» **Supplied entries**:
= = =
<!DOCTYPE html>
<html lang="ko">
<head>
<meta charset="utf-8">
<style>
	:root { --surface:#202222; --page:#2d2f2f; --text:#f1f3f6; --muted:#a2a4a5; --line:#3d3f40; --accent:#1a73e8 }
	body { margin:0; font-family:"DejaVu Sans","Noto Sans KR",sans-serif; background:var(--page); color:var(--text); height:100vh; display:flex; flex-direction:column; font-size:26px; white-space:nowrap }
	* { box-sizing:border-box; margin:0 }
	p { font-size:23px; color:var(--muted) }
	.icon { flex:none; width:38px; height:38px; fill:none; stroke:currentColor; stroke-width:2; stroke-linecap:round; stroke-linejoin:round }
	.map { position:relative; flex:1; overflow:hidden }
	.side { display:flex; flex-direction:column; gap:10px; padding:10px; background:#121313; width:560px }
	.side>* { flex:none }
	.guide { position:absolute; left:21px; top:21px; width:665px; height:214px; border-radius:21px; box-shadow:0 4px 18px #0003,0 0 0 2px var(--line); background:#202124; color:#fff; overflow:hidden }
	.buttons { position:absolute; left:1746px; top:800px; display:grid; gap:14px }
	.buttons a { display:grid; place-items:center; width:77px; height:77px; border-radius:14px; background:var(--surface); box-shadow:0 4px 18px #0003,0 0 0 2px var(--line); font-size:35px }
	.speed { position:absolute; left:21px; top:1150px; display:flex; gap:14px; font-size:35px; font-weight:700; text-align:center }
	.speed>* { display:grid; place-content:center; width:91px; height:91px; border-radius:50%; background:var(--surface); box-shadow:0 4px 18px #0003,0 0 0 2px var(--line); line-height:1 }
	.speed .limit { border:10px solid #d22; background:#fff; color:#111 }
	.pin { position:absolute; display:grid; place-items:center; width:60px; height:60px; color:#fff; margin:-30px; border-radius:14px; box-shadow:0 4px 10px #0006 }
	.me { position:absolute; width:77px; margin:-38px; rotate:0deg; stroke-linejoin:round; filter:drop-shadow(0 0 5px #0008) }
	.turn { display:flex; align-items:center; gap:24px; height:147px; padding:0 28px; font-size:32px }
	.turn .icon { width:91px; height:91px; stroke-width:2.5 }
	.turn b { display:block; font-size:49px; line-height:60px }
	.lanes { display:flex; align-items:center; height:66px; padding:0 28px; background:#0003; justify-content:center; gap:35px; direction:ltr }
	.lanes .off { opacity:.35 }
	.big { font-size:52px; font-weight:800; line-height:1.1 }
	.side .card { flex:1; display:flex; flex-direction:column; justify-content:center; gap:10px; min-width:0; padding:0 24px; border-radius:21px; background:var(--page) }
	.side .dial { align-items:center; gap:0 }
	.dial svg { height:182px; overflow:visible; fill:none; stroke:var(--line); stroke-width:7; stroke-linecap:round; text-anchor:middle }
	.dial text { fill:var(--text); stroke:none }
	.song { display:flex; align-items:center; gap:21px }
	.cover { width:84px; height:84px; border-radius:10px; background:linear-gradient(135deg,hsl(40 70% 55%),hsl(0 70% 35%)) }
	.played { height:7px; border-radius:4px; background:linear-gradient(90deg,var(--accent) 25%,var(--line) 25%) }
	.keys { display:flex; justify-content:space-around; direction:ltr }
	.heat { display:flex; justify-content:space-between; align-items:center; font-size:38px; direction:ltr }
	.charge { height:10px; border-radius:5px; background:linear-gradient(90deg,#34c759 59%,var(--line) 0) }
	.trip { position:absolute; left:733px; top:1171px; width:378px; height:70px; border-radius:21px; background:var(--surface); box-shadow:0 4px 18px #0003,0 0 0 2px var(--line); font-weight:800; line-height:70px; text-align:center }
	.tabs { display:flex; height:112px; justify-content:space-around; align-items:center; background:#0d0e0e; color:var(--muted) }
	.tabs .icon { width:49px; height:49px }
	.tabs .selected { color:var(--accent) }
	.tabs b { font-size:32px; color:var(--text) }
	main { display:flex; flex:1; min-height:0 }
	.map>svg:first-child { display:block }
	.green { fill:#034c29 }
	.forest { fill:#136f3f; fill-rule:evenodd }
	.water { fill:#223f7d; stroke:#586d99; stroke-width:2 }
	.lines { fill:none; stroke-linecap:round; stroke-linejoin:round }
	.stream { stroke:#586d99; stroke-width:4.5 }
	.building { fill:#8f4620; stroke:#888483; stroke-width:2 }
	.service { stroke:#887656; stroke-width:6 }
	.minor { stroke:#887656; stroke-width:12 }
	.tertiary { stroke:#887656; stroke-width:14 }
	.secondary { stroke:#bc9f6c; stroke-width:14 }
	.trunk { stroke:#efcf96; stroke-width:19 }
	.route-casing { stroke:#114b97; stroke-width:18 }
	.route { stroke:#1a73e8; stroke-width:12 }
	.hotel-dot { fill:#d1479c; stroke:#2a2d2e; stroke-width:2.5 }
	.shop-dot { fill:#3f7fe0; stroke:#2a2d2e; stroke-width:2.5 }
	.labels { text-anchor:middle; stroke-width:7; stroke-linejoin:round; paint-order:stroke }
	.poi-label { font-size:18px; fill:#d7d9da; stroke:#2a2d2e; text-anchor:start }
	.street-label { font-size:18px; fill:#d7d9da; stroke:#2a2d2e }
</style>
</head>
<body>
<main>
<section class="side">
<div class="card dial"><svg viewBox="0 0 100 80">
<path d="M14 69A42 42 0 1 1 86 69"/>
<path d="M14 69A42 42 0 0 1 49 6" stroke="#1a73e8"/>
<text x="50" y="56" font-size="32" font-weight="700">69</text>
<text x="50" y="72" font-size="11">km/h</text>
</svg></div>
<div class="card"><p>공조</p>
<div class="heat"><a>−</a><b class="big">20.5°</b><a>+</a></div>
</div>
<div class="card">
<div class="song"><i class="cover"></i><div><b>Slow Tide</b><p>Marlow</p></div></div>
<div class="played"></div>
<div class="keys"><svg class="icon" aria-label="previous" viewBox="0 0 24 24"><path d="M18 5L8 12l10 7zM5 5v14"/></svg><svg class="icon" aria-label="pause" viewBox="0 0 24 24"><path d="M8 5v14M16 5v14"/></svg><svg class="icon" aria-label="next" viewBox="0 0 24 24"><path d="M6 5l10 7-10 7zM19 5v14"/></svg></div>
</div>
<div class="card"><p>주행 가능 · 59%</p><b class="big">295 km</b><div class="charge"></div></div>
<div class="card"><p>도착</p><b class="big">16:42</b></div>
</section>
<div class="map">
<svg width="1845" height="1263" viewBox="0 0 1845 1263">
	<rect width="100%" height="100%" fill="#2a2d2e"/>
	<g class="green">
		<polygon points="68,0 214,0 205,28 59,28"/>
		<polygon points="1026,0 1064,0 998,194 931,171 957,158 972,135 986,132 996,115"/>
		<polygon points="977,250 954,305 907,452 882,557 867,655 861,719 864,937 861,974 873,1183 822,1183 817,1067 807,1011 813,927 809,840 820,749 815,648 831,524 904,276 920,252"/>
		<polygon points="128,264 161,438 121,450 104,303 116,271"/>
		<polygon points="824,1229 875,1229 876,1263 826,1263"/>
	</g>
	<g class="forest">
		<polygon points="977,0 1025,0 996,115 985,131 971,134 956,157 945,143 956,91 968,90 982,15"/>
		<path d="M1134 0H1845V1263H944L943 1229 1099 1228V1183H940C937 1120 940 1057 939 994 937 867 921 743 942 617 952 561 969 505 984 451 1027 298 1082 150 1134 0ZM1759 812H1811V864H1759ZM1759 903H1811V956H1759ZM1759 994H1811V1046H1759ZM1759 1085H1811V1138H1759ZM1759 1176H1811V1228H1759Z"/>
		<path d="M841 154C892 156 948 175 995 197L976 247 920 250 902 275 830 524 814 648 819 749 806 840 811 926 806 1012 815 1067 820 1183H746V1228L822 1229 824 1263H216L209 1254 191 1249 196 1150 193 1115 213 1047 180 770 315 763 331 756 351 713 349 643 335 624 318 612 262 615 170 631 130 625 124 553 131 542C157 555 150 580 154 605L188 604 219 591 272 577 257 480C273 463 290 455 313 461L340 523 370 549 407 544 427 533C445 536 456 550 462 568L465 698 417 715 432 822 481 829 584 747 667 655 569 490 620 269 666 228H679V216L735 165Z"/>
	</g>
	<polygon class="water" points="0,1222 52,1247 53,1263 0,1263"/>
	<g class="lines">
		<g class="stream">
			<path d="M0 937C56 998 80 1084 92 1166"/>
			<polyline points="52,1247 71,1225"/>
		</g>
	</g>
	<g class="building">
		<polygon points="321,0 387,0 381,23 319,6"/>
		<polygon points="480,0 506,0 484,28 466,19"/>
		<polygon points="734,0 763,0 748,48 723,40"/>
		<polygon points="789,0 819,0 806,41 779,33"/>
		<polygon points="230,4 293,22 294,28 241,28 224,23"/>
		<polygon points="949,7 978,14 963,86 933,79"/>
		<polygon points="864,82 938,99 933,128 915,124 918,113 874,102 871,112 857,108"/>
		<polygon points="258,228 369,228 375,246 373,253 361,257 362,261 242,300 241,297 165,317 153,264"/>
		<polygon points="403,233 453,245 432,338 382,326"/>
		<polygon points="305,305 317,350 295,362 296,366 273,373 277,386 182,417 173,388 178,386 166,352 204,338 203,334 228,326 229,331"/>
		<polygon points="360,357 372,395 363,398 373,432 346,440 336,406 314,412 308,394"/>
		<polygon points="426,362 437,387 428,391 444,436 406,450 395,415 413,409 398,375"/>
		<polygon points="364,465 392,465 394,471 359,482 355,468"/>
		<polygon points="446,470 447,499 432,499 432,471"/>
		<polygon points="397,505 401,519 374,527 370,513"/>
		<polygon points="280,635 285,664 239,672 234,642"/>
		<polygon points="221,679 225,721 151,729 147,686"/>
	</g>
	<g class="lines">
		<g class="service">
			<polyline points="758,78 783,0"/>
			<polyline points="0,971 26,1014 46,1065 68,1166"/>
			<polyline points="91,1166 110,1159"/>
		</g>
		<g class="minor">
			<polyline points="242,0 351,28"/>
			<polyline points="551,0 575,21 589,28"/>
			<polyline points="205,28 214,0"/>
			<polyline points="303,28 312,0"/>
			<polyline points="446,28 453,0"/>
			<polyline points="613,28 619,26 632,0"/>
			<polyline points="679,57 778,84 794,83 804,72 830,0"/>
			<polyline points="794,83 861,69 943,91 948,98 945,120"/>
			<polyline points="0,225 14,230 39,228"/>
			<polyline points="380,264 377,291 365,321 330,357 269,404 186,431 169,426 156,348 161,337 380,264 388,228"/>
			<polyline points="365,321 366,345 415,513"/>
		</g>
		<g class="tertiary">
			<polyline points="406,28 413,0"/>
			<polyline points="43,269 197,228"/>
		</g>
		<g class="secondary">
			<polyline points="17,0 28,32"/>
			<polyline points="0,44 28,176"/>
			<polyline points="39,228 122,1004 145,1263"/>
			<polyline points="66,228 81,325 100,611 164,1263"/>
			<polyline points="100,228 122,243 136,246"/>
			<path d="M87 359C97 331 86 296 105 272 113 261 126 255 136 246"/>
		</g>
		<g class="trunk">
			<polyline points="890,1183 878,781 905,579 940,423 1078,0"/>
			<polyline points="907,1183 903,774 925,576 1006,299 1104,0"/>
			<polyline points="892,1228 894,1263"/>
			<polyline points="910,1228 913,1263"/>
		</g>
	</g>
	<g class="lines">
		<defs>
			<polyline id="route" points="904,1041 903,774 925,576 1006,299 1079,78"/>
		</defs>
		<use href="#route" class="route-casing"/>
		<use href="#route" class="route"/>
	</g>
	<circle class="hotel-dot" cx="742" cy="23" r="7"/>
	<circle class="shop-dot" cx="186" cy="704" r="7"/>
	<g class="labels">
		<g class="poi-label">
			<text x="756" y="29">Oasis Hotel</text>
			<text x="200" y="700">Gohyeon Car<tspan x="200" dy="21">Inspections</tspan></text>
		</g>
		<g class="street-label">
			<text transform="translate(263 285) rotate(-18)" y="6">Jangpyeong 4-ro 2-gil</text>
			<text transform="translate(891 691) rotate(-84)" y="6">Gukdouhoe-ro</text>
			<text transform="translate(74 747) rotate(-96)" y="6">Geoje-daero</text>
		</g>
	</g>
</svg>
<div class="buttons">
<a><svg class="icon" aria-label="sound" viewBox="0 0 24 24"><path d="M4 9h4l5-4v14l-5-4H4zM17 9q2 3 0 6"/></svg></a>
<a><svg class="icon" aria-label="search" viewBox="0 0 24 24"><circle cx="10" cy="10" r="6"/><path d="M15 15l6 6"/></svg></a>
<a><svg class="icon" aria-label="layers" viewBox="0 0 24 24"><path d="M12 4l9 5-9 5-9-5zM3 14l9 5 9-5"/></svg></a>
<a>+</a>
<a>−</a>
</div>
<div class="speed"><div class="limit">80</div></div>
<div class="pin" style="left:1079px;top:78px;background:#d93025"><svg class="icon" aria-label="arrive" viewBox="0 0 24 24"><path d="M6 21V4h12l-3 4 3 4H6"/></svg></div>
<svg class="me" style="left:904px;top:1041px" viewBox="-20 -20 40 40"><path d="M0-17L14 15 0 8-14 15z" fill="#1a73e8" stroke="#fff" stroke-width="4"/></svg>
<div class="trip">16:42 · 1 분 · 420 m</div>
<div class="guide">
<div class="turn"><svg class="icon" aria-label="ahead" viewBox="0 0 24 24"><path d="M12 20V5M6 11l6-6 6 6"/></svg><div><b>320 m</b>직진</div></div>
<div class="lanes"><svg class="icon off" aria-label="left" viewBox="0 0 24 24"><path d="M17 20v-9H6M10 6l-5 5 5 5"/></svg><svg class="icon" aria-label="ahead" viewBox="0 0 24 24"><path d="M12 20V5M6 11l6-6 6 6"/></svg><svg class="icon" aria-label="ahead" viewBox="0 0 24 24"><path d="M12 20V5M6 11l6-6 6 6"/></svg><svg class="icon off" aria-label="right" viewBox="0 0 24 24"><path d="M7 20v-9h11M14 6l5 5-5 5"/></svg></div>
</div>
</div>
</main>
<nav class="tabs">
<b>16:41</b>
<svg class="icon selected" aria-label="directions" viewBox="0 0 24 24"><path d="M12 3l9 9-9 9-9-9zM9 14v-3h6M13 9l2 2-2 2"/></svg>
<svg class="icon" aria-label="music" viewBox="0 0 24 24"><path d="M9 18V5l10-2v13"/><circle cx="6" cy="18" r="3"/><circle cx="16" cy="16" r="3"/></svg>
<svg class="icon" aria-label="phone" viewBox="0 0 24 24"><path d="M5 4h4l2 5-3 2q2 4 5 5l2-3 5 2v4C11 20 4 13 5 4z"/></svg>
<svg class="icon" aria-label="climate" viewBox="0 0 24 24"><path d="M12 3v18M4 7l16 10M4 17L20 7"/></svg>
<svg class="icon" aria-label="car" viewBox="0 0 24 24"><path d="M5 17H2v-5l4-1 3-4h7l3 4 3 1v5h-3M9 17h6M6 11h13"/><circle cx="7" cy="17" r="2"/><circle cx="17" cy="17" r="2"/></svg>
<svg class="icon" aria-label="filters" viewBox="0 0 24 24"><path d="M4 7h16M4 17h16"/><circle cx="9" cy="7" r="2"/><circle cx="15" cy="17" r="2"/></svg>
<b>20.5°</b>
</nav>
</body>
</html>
= = =
» **Task requirements**:
Based on the entries above, please count how many lines contain the string "heat", and reply with the figure only.

» **Answer to this problem**:
2